Work request:
Report each line of the records where "grid" occurs.

Saved data entries:
────────────────────────────────────────

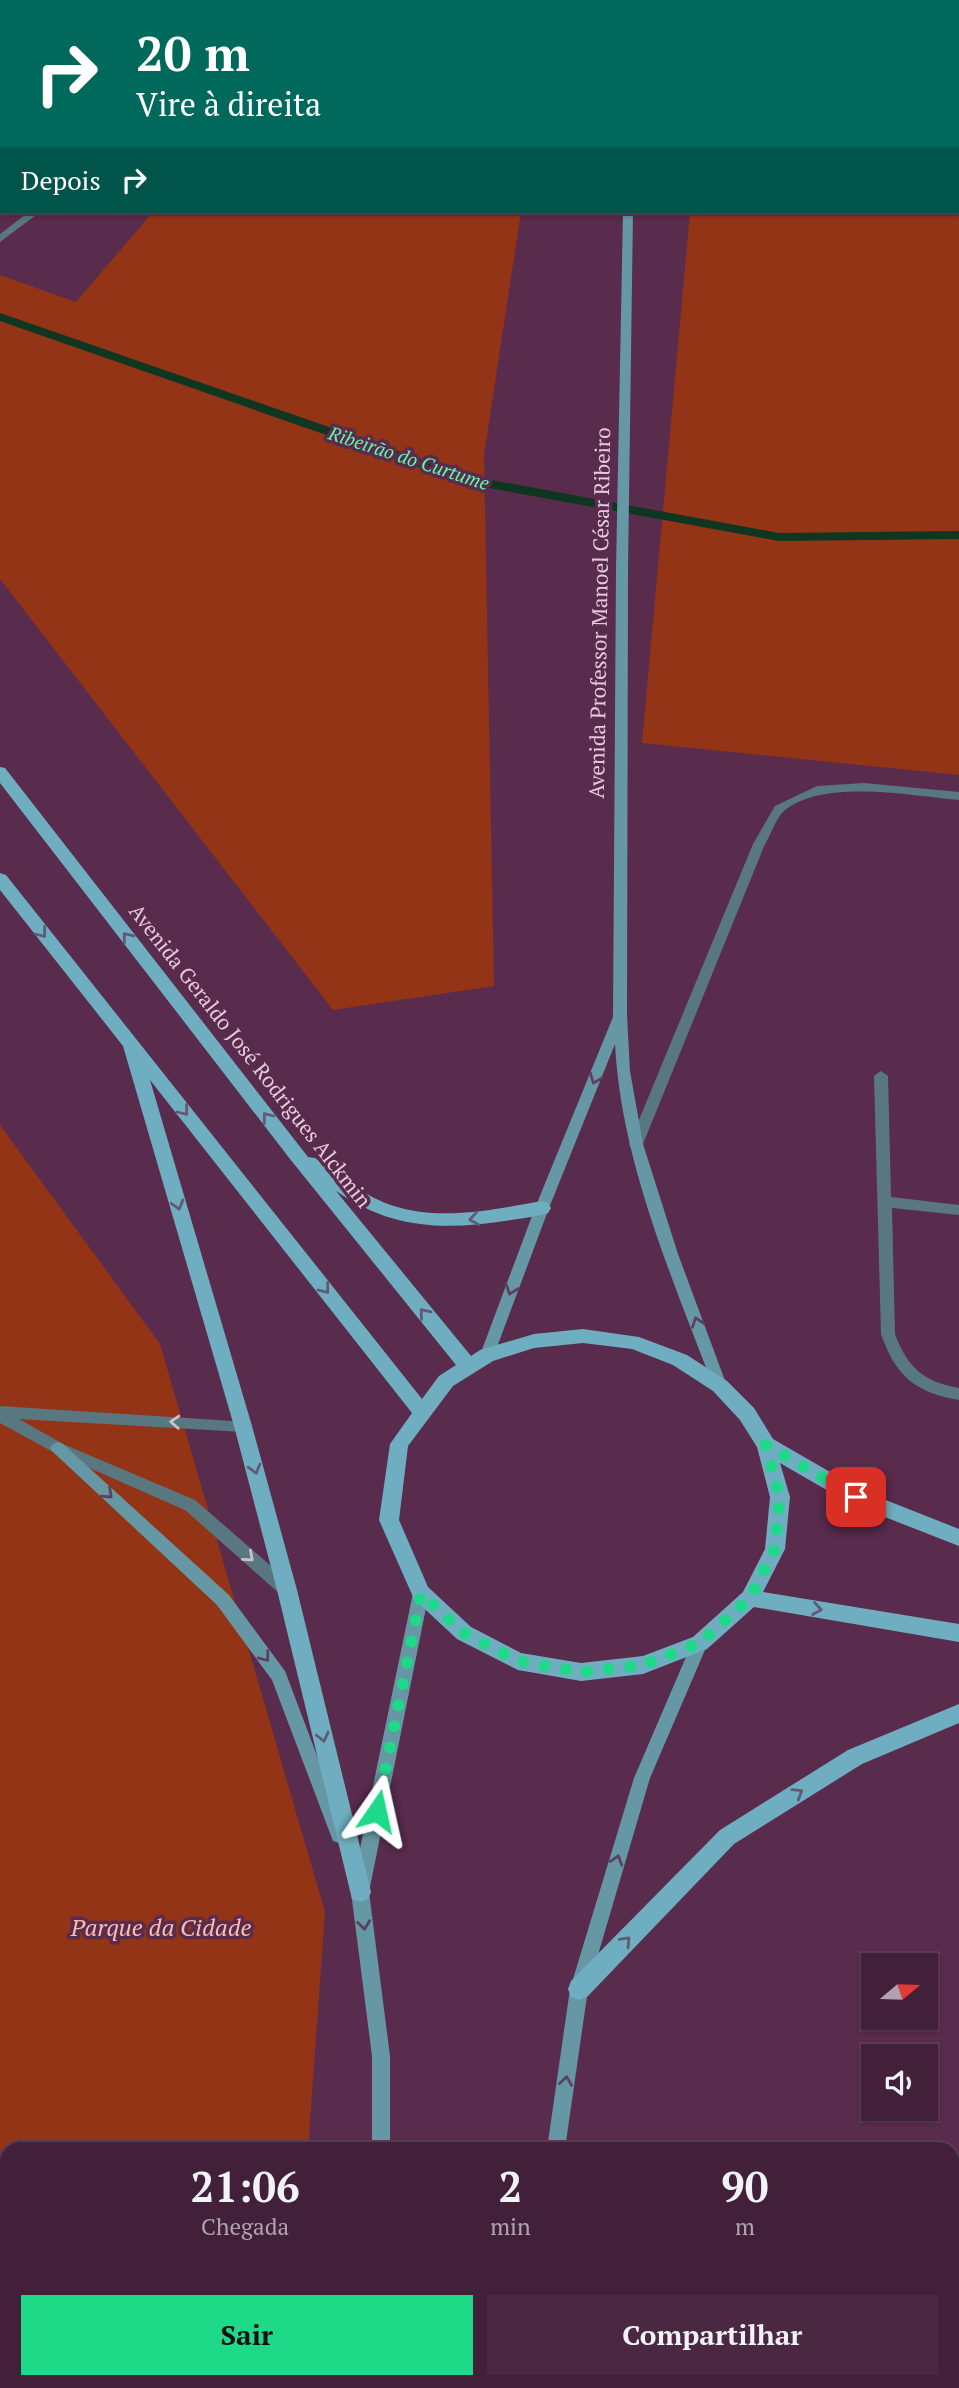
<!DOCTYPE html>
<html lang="pt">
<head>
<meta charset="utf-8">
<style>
	:root { --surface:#43203a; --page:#4a2842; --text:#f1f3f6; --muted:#afa3af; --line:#5b3e54; --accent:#1dd988 }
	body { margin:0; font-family:"PT Serif",serif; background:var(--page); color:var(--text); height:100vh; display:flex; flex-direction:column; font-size:26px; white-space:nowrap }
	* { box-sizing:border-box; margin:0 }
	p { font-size:23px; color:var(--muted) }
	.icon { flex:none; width:38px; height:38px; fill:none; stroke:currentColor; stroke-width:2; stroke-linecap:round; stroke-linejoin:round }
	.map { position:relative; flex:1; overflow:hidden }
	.sheet { position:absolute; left:0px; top:2142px; width:959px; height:247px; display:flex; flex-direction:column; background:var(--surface); border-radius:21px 21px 0 0; box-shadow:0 2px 5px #0004,0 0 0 2px var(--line) }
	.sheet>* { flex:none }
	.hud { position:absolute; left:0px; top:0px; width:959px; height:214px; box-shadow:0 2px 5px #0004,0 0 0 2px var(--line); background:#00695c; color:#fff; overflow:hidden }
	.needle { width:46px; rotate:71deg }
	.tools { position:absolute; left:861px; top:1953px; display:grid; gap:14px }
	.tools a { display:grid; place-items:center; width:77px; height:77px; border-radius:0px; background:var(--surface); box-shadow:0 2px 5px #0004,0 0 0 2px var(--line); font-size:35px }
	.pin { position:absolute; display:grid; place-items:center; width:60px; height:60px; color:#fff; margin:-30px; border-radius:14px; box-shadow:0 4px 10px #0006 }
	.me { position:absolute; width:77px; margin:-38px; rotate:11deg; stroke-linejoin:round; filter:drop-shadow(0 0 5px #0008) }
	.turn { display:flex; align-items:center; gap:24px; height:147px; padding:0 21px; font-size:32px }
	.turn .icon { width:91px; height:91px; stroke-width:2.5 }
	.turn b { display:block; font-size:49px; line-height:60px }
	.then { display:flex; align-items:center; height:66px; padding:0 21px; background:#0003; gap:14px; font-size:26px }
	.eta { display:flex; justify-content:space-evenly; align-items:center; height:119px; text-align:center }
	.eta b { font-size:42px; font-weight:600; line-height:49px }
	.button { display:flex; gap:14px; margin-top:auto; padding:14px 21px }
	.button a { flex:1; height:80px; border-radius:0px; background:var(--accent); color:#111; font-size:28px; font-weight:600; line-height:80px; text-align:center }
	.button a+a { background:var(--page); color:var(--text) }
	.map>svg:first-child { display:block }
</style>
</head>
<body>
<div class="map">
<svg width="959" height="2388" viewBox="0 0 959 2388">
	<rect width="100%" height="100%" fill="#592b4d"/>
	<g fill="#943416">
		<polygon points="718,0 959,0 959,775 642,743 690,212 957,212 957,2"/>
		<polygon points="153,212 521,212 484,455 494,986 333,1010 0,579 0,275 76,302"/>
		<polygon points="0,1125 160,1344 325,1912 308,2149 7,2149 7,2382 291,2382 290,2388 0,2388"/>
	</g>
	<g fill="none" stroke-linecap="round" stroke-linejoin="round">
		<polygon fill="#0e3621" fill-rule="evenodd" points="0,313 470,476 779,533 959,531 959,539 779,541 467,484 0,321"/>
		<g fill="#597780" fill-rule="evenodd">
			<path d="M864,783l95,9v8c-48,-4 -135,-22 -175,11 -8,7 -13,24 -19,33l-122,300 -7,5 -5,-1 -2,-4 124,-300 22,-38 42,-20z"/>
			<path d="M881,1071l7,5 3,121 68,8v10l-67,-7 3,126c12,33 29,48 64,54v12c-44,-7 -64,-25 -78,-66l-7,-258z"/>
		</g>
		<g fill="#597780" fill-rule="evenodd">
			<polygon points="300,0 310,0 299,2"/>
			<polygon points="29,212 40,212 0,242 0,234"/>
			<polygon points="0,1406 248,1422 251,1426 248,1430 243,1432 19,1419 63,1444 195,1500 293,1585 295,1590 293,1595 287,1597 281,1595 185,1510 53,1452 0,1423"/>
		</g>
		<g fill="#6697a4" fill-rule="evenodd">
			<rect x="626" y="0" width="8" height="2"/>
			<polygon points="680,0 689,0 679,2"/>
			<path d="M623,212h10l-5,357 -1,446 3,56 13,73 35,110 49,132 -2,4 -5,2 -5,-2 -2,-4c-41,-109 -92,-225 -98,-342l-66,164 -55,147 -2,4 -5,2 -5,-2 -2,-4 55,-147 78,-191 3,-448z"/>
			<polygon points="58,1442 63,1444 229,1595 285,1671 347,1835 345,1841 339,1843 333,1841 272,1680 217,1605 53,1452 50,1448 53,1444"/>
			<polygon points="421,1586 427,1588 429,1593 369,1892 390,2056 390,2149 372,2149 372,2056 351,1892 413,1593 415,1588"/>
			<polygon points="700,1636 706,1638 708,1643 650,1778 588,1989 565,2149 547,2149 570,1989 634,1778 692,1643 694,1638"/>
			<rect x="371" y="2382" width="20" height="6"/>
			<rect x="533" y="2382" width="20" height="6"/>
		</g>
		<g fill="#6faec0" fill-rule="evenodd">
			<path d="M0,767l5,1 303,389 7,1c22,15 43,34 68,44 50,21 108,8 159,-1l6,2 3,5 -3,5 -6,2c-76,13 -138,23 -206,-24l135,165 9,-6 54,-16 49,-5 56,8 48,18 40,26 27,27 19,31 90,52 96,38v17l-110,-43 -69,-40 10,34 -5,52 -22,43 196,32v18l-205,-35 -47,42 -64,25 -62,7 -63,-11 -61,-31 -43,-40 -35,-79 11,-76 22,-31 -262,-333 102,346 45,164 74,302 -3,7 -8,3 -8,-3 -75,-309 -43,-164 -111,-380 -123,-156v-17l6,2 416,524 17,-23 17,-11 -166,-206 -290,-376zM583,1343l49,6 41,16 40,26 27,29 17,27 13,50 -5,52 -22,43 -50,45 -50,19 -62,7 -60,-10 -50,-26 -43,-40 -29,-67 9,-74 45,-60 40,-25 41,-13z"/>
			<polygon points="959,1704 959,1723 862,1764 734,1844 587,1997 579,2000 571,1997 568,1989 571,1981 720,1830 848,1750"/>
		</g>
	</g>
	<defs><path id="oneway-chevron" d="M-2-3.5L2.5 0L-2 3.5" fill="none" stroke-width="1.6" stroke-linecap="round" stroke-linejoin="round" transform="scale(1.75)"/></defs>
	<g stroke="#615975">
		<use href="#oneway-chevron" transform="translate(42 933) rotate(52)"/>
		<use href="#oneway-chevron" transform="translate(127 937) rotate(-128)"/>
		<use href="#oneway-chevron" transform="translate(184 1111) rotate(52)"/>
		<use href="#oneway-chevron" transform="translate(267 1117) rotate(-128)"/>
		<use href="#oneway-chevron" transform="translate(178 1205) rotate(74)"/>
		<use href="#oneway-chevron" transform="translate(474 1219) rotate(171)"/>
		<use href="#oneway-chevron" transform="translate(325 1289) rotate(52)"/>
		<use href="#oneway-chevron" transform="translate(424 1313) rotate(-129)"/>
		<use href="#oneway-chevron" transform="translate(255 1469) rotate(75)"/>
		<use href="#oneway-chevron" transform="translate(817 1609) rotate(9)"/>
		<use href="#oneway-chevron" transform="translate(323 1737) rotate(76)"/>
		<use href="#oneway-chevron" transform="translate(798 1793) rotate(-32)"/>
		<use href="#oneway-chevron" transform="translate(626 1941) rotate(-46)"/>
	</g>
	<g stroke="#5c415e">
		<use href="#oneway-chevron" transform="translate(595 1079) rotate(111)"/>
		<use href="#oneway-chevron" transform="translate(511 1290) rotate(110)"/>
		<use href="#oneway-chevron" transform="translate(697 1322) rotate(-110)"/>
		<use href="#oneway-chevron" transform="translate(108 1494) rotate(43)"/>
		<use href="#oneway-chevron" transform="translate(265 1657) rotate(53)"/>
		<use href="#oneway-chevron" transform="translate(617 1860) rotate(-73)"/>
		<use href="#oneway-chevron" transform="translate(364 1925) rotate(83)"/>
		<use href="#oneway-chevron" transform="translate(566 2081) rotate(-82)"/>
	</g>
	<g stroke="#d1bdcf">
		<use href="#oneway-chevron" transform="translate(175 1422) rotate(-177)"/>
		<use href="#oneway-chevron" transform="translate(249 1557) rotate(41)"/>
	</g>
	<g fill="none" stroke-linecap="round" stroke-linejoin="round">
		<polyline stroke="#1dd988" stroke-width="12" stroke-dasharray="0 21.6" points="377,1811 421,1594 464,1633 518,1661 539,1665 581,1672 643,1665 700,1643 750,1598 775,1549 780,1497 766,1445 856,1497"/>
	</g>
	<g text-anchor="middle" stroke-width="7" stroke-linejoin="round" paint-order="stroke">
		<g font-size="19" font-style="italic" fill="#5bfcaa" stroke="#592b4d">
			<text transform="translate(409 458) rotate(18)" y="7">Ribeirão do Curtume</text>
		</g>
		<g font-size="21" fill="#e6c9dd" stroke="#592b4d">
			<text transform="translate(600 613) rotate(-89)" y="7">Avenida Professor Manoel César Ribeiro</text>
			<text transform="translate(250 1056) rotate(52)" y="7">Avenida Geraldo José Rodrigues Alckmin</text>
		</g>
		<g font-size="24" font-style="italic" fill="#f7bead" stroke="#592b4d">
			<text x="161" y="1936">Parque da Cidade</text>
		</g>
	</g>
</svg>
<div class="tools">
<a><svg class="needle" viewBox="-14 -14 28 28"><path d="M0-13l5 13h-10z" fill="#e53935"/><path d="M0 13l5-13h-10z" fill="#afa3af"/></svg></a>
<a><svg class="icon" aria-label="sound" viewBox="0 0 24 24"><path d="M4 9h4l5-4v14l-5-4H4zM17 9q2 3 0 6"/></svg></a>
</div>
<div class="pin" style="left:856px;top:1497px;background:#d93025"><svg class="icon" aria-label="arrive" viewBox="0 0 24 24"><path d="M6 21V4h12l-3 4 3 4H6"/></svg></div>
<svg class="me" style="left:377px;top:1811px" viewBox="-20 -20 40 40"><path d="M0-17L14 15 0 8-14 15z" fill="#1dd988" stroke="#fff" stroke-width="4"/></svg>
<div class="hud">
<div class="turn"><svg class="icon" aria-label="right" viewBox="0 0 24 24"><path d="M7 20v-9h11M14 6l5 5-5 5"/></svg><div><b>20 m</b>Vire à direita</div></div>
<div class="then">Depois<svg class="icon" aria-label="right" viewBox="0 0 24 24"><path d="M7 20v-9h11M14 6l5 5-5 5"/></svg></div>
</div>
<section class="sheet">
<div class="eta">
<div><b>21:06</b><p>Chegada</p></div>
<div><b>2</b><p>min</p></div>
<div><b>90</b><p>m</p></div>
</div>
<div class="button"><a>Sair</a><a>Compartilhar</a></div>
</section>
</div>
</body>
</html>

────────────────────────────────────────

Result of this exercise:
	.tools { position:absolute; left:861px; top:1953px; display:grid; gap:14px }
	.tools a { display:grid; place-items:center; width:77px; height:77px; border-radius:0px; background:var(--surface); box-shadow:0 2px 5px #0004,0 0 0 2px var(--line); font-size:35px }
	.pin { position:absolute; display:grid; place-items:center; width:60px; height:60px; color:#fff; margin:-30px; border-radius:14px; box-shadow:0 4px 10px #0006 }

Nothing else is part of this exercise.